Report every line of the data where the string "AGUA" appears.

Segment Start: MATERIAL SUPPLIED

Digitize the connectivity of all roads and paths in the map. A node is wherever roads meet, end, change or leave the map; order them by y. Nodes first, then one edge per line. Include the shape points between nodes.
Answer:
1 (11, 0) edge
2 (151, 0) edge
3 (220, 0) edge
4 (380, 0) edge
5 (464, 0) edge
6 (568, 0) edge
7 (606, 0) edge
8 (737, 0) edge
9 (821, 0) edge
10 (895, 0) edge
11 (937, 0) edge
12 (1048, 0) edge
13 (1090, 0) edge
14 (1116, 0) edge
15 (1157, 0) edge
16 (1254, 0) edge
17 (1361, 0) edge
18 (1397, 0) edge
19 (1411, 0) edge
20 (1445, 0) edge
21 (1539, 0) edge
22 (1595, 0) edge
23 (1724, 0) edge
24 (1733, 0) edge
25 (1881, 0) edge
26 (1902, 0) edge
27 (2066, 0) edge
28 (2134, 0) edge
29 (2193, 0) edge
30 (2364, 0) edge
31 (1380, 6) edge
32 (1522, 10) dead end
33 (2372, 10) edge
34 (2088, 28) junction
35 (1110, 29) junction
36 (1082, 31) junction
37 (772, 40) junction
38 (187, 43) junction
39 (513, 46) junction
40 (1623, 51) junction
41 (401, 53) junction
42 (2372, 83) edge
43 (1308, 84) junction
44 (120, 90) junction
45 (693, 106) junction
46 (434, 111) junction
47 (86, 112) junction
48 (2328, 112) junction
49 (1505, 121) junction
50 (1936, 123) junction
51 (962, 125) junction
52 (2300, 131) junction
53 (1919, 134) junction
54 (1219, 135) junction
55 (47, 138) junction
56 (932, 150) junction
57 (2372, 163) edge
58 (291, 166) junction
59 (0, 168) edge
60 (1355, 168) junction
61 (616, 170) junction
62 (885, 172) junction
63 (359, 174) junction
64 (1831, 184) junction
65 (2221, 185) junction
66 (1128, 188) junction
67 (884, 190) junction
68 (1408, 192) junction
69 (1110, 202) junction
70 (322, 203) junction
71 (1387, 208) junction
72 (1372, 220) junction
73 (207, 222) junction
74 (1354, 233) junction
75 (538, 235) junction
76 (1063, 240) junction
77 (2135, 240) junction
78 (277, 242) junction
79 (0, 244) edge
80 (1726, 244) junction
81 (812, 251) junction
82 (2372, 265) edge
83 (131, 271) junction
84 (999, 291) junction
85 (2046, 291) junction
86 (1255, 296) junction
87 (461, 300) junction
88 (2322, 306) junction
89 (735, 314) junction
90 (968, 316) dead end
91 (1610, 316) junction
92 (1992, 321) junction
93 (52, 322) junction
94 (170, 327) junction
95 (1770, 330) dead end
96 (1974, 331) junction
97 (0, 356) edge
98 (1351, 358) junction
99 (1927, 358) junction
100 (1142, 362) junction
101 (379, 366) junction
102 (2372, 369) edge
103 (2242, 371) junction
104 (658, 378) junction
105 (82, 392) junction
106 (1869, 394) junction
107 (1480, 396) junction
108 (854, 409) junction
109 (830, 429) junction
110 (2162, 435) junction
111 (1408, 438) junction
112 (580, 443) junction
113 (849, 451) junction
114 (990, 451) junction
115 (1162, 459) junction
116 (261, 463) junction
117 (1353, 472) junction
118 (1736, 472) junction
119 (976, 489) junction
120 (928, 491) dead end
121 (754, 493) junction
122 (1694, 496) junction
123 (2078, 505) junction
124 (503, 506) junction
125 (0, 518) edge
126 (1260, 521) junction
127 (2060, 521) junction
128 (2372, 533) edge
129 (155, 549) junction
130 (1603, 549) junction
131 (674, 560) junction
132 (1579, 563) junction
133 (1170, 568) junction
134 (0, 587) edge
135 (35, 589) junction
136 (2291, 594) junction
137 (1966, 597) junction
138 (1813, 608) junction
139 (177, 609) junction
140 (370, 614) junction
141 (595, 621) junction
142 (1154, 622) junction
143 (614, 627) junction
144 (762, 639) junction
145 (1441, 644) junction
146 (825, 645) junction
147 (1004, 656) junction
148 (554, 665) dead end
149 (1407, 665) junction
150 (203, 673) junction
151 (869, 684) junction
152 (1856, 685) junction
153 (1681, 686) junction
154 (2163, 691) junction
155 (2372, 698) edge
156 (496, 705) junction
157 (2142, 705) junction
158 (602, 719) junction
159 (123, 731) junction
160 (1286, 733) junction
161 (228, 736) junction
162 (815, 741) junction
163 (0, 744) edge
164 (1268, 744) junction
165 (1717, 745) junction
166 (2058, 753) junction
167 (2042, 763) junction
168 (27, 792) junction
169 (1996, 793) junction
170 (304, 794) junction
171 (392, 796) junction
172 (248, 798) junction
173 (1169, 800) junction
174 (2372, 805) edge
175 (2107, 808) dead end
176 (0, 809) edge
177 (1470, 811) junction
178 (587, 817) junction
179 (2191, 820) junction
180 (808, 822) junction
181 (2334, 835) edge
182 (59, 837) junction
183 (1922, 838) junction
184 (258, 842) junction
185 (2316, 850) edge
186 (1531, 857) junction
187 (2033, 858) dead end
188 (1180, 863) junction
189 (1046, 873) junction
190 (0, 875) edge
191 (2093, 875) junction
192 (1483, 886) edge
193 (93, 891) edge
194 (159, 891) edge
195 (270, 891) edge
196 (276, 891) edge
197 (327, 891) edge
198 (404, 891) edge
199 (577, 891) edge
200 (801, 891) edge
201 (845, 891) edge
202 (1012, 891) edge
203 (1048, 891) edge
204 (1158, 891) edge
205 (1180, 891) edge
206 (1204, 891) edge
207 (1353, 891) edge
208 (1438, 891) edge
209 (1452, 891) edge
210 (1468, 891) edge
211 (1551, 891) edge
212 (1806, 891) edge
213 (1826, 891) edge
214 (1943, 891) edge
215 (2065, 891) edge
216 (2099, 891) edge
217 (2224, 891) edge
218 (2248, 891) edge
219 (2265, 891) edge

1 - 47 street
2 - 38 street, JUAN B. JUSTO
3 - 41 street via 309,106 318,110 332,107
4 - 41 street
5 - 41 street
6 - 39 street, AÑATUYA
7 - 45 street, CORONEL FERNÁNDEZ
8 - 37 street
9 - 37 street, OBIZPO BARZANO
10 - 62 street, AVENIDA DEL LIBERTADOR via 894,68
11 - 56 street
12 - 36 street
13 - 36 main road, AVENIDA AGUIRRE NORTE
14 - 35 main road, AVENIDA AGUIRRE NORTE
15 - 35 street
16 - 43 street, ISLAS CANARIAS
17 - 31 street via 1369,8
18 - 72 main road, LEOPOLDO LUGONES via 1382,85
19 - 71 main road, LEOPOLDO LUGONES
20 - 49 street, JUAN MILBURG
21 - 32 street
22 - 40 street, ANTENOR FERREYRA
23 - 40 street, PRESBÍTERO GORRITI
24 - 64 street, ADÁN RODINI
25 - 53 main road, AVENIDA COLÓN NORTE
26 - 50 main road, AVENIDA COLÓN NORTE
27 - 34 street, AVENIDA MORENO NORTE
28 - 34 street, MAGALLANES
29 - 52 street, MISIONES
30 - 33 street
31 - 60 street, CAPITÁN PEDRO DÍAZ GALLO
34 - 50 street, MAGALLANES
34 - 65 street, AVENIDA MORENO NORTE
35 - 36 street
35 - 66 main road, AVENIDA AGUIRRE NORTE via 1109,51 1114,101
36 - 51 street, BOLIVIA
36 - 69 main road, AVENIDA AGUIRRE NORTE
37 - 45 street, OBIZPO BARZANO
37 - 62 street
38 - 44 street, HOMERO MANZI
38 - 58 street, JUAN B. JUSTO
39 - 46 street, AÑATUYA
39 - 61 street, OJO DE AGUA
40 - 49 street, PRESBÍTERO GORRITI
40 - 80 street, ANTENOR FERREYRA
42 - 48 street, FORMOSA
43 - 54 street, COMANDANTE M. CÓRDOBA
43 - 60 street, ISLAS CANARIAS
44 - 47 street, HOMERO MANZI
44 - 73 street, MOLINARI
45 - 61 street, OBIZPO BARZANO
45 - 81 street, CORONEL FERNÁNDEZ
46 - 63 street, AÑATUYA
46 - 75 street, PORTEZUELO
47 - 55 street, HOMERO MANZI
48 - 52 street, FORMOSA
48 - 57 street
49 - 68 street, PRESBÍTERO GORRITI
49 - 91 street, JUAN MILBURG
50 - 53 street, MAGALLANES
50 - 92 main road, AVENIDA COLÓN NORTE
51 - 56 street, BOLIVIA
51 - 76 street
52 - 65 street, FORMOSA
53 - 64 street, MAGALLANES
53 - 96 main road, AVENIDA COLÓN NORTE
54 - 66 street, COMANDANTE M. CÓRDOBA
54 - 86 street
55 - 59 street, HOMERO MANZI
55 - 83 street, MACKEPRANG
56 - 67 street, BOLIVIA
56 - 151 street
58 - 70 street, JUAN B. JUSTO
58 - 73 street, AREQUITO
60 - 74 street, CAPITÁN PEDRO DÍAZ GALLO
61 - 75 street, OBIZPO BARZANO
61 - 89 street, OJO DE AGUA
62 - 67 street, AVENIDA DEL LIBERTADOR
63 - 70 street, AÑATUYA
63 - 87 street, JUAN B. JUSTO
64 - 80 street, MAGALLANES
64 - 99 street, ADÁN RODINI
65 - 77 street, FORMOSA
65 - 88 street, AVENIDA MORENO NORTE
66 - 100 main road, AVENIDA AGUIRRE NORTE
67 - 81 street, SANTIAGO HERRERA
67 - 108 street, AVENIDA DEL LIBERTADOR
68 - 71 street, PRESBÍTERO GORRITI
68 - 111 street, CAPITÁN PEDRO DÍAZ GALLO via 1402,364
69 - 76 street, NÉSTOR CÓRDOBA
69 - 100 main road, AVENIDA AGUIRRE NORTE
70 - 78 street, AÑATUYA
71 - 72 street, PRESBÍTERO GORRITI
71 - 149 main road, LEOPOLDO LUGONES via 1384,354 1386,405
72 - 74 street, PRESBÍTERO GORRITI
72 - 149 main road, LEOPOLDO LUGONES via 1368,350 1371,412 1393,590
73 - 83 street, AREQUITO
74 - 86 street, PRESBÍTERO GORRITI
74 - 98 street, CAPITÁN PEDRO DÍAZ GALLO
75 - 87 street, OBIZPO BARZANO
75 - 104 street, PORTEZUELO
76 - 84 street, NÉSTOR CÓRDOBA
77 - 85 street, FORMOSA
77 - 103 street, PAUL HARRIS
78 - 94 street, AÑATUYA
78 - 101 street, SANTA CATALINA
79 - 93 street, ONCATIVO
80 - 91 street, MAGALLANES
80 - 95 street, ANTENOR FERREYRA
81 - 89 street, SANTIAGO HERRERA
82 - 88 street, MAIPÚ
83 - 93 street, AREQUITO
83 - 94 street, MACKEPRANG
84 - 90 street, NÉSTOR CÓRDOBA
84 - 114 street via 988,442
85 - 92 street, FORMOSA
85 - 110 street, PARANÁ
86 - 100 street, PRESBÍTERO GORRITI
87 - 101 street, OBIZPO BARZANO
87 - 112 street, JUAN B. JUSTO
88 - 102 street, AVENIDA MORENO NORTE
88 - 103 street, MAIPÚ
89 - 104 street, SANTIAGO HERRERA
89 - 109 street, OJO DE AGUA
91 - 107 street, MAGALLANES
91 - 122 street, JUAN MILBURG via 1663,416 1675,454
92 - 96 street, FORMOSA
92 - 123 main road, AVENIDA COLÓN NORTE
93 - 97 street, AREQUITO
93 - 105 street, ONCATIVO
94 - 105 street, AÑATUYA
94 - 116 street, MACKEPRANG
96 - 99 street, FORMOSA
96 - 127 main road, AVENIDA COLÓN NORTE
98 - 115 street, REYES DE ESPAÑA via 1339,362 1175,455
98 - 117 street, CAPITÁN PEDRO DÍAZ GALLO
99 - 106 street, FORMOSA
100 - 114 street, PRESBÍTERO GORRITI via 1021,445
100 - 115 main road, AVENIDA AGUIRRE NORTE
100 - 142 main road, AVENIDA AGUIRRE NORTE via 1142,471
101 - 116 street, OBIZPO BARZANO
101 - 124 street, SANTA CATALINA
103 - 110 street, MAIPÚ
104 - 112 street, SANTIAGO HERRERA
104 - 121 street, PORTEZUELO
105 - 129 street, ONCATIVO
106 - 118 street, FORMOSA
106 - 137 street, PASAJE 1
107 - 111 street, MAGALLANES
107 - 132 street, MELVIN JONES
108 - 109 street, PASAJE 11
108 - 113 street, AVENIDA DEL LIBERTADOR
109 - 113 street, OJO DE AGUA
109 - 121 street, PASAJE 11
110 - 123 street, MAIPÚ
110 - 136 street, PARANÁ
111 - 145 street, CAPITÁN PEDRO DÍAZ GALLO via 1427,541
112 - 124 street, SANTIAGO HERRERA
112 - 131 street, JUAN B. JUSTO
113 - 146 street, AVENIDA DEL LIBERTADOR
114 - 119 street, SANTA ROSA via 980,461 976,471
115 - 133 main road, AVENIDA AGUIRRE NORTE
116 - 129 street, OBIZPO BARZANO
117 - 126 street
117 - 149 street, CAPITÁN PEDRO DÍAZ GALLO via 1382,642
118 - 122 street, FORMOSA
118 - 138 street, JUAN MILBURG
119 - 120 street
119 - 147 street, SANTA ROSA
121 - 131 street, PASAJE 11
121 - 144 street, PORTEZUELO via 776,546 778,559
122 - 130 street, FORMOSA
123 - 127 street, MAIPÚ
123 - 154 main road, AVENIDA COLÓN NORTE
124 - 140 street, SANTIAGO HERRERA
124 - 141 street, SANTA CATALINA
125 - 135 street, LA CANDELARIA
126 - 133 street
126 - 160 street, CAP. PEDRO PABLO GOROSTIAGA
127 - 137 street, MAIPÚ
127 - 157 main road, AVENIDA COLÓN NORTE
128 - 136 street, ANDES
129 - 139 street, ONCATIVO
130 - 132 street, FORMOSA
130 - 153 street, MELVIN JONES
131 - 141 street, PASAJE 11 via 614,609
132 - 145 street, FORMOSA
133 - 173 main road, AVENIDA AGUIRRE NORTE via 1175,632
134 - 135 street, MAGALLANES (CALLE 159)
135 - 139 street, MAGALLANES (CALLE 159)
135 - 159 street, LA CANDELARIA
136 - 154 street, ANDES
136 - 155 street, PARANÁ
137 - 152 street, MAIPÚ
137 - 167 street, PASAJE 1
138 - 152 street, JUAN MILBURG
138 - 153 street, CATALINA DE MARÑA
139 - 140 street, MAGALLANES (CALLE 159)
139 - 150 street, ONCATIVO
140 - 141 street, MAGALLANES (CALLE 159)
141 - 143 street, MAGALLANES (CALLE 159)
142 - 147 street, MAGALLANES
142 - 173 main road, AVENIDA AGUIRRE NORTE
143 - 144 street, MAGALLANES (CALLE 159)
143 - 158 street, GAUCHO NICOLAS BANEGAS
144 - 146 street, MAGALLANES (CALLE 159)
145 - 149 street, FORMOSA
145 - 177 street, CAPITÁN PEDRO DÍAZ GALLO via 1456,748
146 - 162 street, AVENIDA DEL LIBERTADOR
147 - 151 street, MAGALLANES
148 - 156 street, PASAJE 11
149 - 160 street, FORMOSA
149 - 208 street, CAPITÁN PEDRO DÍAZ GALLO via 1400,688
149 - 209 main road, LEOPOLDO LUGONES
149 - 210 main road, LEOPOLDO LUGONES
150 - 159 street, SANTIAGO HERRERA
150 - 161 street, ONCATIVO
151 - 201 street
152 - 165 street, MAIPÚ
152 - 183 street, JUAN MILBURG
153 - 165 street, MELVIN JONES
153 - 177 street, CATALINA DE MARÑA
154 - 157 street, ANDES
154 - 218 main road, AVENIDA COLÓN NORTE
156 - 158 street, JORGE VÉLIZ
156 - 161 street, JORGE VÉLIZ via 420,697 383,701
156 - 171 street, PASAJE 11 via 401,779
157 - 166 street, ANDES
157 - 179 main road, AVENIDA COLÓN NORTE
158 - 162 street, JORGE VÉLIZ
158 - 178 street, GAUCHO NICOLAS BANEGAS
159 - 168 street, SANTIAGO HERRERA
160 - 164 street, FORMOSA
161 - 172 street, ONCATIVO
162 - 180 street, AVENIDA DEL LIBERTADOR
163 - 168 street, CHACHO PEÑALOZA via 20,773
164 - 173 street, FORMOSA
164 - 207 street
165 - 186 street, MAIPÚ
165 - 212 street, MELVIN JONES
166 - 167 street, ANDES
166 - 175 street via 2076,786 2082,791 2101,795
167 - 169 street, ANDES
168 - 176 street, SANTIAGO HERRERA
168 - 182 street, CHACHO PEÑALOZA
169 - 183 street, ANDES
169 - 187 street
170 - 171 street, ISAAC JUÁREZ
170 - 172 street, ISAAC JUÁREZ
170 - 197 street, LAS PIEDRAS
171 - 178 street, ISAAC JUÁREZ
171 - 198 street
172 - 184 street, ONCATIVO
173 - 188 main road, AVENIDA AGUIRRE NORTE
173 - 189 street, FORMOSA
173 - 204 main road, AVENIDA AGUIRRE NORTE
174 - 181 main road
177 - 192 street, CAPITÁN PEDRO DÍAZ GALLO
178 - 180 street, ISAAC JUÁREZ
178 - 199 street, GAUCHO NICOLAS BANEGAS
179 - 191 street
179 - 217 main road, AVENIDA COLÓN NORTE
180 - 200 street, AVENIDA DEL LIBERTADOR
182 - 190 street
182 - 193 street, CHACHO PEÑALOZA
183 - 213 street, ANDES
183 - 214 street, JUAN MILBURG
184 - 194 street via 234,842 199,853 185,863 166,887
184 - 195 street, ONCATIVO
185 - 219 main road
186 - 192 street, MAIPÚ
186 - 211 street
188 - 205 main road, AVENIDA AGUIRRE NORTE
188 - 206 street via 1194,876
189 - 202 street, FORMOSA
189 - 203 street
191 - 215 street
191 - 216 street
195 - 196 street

Segment End: MATERIAL SUPPLIED

## [WORKED SOLUTION]
39 - 61 street, OJO DE AGUA
61 - 89 street, OJO DE AGUA
89 - 109 street, OJO DE AGUA
109 - 113 street, OJO DE AGUA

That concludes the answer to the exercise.